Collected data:
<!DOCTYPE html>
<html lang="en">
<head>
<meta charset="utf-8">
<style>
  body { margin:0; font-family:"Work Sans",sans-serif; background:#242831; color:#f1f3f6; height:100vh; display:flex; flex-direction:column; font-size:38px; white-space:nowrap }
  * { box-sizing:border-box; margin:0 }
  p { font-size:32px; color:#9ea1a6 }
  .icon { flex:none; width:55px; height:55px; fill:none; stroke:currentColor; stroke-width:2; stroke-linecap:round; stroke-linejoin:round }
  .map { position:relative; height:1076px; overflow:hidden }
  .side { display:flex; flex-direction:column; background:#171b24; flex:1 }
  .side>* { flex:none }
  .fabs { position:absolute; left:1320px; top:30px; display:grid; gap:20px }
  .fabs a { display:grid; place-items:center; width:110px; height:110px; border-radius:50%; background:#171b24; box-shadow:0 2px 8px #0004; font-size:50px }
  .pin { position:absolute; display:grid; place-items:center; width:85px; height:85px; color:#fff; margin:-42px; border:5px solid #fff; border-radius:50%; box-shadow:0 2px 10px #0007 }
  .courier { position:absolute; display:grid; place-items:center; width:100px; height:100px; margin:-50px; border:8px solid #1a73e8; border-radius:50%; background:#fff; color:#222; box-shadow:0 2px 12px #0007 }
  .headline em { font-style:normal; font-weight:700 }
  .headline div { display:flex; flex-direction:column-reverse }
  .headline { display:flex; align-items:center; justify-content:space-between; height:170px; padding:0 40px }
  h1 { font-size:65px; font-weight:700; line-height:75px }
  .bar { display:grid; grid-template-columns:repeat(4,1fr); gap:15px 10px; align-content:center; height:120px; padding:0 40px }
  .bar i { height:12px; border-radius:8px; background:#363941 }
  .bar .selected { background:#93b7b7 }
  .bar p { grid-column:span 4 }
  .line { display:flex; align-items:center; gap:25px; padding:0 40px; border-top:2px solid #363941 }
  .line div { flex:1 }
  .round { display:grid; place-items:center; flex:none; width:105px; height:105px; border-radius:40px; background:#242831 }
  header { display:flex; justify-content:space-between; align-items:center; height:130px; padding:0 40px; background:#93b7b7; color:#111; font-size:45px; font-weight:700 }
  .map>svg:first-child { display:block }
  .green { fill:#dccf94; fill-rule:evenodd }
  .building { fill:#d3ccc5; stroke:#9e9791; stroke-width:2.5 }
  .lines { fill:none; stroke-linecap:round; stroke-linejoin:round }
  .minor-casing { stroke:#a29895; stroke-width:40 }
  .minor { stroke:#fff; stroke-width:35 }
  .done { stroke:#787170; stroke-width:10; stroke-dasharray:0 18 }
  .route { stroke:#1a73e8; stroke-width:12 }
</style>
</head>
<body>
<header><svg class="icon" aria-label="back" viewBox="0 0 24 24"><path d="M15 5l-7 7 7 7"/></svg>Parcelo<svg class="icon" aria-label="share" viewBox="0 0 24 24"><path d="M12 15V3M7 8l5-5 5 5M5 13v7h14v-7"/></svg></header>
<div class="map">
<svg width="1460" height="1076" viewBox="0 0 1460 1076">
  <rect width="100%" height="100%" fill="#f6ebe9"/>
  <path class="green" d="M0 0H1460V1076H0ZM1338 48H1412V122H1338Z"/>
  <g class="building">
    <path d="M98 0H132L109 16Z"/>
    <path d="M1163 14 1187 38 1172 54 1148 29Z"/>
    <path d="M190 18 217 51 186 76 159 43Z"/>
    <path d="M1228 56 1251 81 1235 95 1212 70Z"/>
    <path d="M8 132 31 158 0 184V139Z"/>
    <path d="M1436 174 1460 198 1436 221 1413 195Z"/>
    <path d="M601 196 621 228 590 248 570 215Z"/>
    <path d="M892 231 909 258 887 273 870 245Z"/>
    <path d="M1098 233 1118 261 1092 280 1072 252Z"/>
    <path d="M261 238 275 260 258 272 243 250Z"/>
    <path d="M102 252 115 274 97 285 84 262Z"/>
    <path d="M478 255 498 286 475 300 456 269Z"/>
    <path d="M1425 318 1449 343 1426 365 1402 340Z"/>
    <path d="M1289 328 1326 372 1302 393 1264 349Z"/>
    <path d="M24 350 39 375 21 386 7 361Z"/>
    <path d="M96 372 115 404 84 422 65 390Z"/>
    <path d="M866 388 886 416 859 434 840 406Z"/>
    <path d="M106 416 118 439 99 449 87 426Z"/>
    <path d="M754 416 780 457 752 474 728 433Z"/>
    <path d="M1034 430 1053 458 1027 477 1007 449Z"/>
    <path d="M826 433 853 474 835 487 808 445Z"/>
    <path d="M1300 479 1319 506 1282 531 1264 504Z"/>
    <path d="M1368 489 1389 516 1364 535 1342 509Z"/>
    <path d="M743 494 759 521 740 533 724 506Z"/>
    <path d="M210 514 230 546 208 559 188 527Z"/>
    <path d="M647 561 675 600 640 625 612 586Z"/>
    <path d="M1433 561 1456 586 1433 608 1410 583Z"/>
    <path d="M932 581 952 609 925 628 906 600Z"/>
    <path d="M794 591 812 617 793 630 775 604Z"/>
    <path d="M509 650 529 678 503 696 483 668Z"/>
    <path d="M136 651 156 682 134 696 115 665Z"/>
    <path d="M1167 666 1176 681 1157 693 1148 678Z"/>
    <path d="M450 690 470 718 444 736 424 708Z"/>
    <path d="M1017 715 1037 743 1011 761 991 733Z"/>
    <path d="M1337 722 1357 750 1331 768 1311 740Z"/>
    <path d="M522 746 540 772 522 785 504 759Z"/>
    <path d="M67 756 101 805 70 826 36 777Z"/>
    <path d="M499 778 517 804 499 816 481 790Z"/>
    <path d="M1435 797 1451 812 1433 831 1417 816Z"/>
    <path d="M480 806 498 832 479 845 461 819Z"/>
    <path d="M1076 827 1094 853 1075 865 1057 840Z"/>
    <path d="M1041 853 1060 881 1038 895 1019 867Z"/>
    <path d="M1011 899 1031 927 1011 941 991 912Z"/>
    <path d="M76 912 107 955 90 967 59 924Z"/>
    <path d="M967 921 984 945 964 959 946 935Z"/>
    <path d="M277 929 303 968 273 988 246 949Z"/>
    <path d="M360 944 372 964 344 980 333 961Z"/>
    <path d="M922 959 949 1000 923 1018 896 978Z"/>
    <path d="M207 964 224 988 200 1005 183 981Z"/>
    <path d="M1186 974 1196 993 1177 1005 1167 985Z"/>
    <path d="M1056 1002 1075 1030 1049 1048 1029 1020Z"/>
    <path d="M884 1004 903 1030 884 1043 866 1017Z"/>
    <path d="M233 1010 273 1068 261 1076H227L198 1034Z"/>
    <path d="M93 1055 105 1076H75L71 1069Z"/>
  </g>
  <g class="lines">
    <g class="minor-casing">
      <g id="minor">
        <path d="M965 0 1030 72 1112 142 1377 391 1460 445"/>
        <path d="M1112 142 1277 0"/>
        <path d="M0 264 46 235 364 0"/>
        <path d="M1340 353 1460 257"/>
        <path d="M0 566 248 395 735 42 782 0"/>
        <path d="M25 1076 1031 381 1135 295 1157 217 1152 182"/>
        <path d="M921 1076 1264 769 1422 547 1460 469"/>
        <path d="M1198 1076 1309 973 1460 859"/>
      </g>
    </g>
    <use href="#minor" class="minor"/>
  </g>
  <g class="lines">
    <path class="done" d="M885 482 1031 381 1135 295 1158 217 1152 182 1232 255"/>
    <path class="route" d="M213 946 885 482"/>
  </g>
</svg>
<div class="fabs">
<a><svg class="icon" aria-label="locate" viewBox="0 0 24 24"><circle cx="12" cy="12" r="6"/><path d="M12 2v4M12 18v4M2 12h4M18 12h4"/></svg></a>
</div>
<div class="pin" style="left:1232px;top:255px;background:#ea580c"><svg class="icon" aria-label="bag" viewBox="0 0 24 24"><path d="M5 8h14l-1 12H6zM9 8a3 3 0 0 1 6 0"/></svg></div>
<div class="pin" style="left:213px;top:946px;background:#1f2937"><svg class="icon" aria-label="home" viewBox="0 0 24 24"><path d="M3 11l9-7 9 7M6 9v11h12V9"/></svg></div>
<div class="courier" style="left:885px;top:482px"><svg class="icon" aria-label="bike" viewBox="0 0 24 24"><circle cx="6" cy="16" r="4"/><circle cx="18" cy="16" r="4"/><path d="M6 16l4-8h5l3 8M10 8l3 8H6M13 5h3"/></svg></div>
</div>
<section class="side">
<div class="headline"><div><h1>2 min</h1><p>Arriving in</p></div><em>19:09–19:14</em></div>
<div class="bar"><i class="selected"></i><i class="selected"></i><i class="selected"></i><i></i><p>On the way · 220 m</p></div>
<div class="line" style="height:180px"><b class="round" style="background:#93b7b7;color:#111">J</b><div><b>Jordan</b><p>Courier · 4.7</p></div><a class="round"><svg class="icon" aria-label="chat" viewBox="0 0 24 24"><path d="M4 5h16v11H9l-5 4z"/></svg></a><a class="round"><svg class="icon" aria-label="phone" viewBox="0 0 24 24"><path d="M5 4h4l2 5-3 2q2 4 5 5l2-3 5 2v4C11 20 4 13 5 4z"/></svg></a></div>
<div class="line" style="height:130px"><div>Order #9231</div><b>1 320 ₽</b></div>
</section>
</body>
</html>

The task: Your answer should be a single number: how many lines in the preceding entries contain "linejoin".

Written solution: 2